Así transcurrieron las horas de aquel 21 de enero de 1890, una jornada bochornosa. Asomaron las primeras luces del 22 sobre el patio de la Penitenciaría que daba a la esquina de Las Heras y Salguero, donde se realizaban las ejecuciones. Formó el piquete, integrado por soldados del Regimiento I de Infantería. Un sacerdote acudió a la celda del condenado. Este lloraba, reía, gritaba. Su monólogo era incoherente. A las cinco de la mañana, se abrieron las puertas de la celda y comenzó el cortejo hacia el patio de la muerte. El penal estaba lleno de gente: periodistas, funcionarios judiciales, invitados especiales. El cura musitaba el Oficio de Difuntos. A Castruccio, engrillado, dos guardias lo llevaban a la rastra.

-Ni siquiera me dejaron ponerme una camisa limpia -le oyeron quejarse.

Así recorrieron los últimos metros. A su alrededor, resonaba un coro estruendoso: los presos golpeaban sus cacharros contra las rejas. Las ventanas de las celdas que daban al patio estaban colmadas de rostros lívidos en la madrugada estival. Castruccio gritaba:

-¡Esto es una tortura inhumana! ¡Quiero que me maten rápido, con electricidad!

En la calle, sobre la avenida Las Heras, una multitud de madrugadores aguardaba en la vereda. Querían escuchar la descarga del piquete de ejecución. Cuando entró un carro por el portón principal, se levantó un murmullo de comentarios: ahí va el ataúd de pino en el que se llevarán el cuerpo, dijeron algunos. Al reo le vendaron los ojos. Comenzaron a atarlo a una silla, frente al pelotón.

Sobre los adoquines de la avenida Las Heras se escuchó el galope de los caballos. Un coche se detuvo a la entrada de la cárcel. Bajó un funcionario a la carrera. Venía de la Casa de Gobierno. El presidente había firmado el indulto. ¿Por qué había demorado esa decisión hasta el último momento? La única explicación es que el presidente dudó mucho sobre la medida. Juárez Celman atravesaba un mal momento político. Una gravísima crisis financiera, descripta por Julián Martel en su novela La bolsa -que publicaba La Nacion en folletín-, asolaba al país. Juárez Celman y sus ministros soportaban denuncias de corrupción. Un nuevo movimiento político, la Unión Cívica, fundada por Leandro N. Alem, un audaz dirigente de largas barbas y verbo inflamado, lanzaba furibundas críticas contra el régimen. En realidad, los días de Juárez Celman estaban contados. Menos de seis meses después, en julio de aquel 1890, sería derrocado por un movimiento cívico-militar y reemplazado por el vicepresidente, Carlos Pellegrini.

"Clemencia"
¿Por qué Juárez Celman indultó a Castruccio? Por supuesto, en aquellos tiempos no existían las encuestas. El ánimo de los porteños ante el crimen de Castruccio sólo puede intuirse registrando algunos testimonios y la prensa de la época. Pero no es exagerado concluir que el presidente, quizás intuyendo su próxima caída, no quiso despedirse manchándose con la sangre de un reo. Por otra parte, un hecho diplomático vino en auxilio del condenado.

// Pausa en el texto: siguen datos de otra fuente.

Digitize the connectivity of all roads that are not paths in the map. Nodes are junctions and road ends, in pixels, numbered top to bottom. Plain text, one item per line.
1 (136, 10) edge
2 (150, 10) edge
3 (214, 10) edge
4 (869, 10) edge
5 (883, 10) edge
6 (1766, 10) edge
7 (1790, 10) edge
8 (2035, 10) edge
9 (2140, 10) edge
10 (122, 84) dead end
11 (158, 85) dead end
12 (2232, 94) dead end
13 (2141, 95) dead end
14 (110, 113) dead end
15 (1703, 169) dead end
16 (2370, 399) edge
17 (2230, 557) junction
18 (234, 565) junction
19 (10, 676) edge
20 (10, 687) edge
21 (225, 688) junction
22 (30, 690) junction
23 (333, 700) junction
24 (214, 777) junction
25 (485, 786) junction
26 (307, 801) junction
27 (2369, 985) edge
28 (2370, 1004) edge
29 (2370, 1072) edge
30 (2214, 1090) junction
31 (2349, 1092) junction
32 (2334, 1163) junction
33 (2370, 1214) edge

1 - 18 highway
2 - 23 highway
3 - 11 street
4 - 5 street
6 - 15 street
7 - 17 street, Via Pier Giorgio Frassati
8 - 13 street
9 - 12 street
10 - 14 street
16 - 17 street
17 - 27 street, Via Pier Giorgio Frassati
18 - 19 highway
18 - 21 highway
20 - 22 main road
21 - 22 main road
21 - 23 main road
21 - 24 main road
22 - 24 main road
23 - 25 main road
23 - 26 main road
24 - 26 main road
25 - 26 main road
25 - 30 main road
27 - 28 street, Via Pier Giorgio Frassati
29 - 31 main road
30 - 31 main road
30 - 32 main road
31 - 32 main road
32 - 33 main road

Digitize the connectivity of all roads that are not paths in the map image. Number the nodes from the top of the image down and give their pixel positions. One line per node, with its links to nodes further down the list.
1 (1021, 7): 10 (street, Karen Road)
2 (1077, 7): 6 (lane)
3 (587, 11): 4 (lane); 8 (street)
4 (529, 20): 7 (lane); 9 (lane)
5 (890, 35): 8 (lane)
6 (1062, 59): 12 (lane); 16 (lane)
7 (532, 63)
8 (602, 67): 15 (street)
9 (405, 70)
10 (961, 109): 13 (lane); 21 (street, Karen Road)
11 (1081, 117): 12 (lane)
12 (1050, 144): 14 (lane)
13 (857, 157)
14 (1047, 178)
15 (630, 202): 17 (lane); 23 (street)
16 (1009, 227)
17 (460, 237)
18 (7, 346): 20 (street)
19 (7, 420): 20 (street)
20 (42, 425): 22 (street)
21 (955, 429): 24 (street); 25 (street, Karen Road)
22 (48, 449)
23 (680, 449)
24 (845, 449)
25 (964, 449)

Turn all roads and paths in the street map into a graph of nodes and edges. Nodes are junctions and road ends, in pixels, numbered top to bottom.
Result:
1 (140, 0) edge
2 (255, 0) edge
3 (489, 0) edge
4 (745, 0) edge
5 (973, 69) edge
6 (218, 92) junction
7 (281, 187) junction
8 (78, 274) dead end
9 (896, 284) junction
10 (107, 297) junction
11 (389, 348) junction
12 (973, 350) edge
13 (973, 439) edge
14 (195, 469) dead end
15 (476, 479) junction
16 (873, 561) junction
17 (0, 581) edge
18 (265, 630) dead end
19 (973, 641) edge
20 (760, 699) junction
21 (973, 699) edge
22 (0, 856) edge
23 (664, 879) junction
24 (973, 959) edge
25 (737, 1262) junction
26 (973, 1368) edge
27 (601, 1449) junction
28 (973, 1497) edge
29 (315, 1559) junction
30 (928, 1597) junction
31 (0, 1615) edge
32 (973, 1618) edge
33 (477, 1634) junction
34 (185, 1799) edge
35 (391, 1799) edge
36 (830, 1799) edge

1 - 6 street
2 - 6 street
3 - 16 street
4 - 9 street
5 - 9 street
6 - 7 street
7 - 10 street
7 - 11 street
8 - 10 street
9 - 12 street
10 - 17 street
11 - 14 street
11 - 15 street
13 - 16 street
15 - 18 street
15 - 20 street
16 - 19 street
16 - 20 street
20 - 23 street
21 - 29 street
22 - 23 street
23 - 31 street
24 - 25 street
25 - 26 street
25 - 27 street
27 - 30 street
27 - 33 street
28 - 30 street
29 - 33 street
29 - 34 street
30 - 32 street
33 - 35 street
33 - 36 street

El texto del decreto presidencial da una pista. Allí se afirma que, para el día siguiente, se aguardaba la visita de Deodoro da Fonseca, recién elegido presidente de la flamante República de los Estados Unidos del Brasil. Juárez Celman quería brindar una gran recepción al mandatario amigo, el primero tras la abolición del Imperio. "Antes de hacer preceder esas celebraciones -argumentaba el decreto de indulto- por una ejecución sangrienta, aunque justa, es preferible que sean anticipadas por un acto de clemencia", decía Juárez Celman. El ministro de Justicia, Filemón Posse, que redactó el decreto y también lo firmó, habría discutido acaloradamente durante toda la noche del 21 al 22 de enero con Juárez Celman, sosteniendo que la gracia para el monstruoso asesino terminaría de hundir el prestigio de un gobierno ya acosado por la opinión pública.

La historia del envenenador no termina allí. Conmutada la ejecución por reclusión perpetua, Castruccio se dispuso a pasar la vida en la cárcel. Pero la discusión sobre su caso siguió en ámbitos forenses. En 1907, un joven y brillante jurista, psiquiatra, escritor, editor y político llamado José Ingenieros, doctorado en medicina con una tesis consagratoria titulada La simulación de la locura, premiada con Medalla de Oro -y que por cierto dedicó al portero de la Facultad de Medicina-, recibió el encargo de fundar el Instituto de Criminología. Funcionaba en la misma Penitenciaría. Ingenieros estudió a fondo el caso Castruccio, que consideraba un enigma. Por entonces, este asesino llevaba casi veinte años preso, e Ingenieros confesaba que la memoria del personaje era para él un mito. Se preguntaba: "Castruccio, que salvó su vida por loco, ¿fue un simulador?" Pero el caso Castruccio no era para Ingenieros y otros pioneros de la criminología un mero tema de estudio. Admitir que un enfermo mental fuera inimputable penalmente costó muchas batallas a la incipiente psiquiatría argentina.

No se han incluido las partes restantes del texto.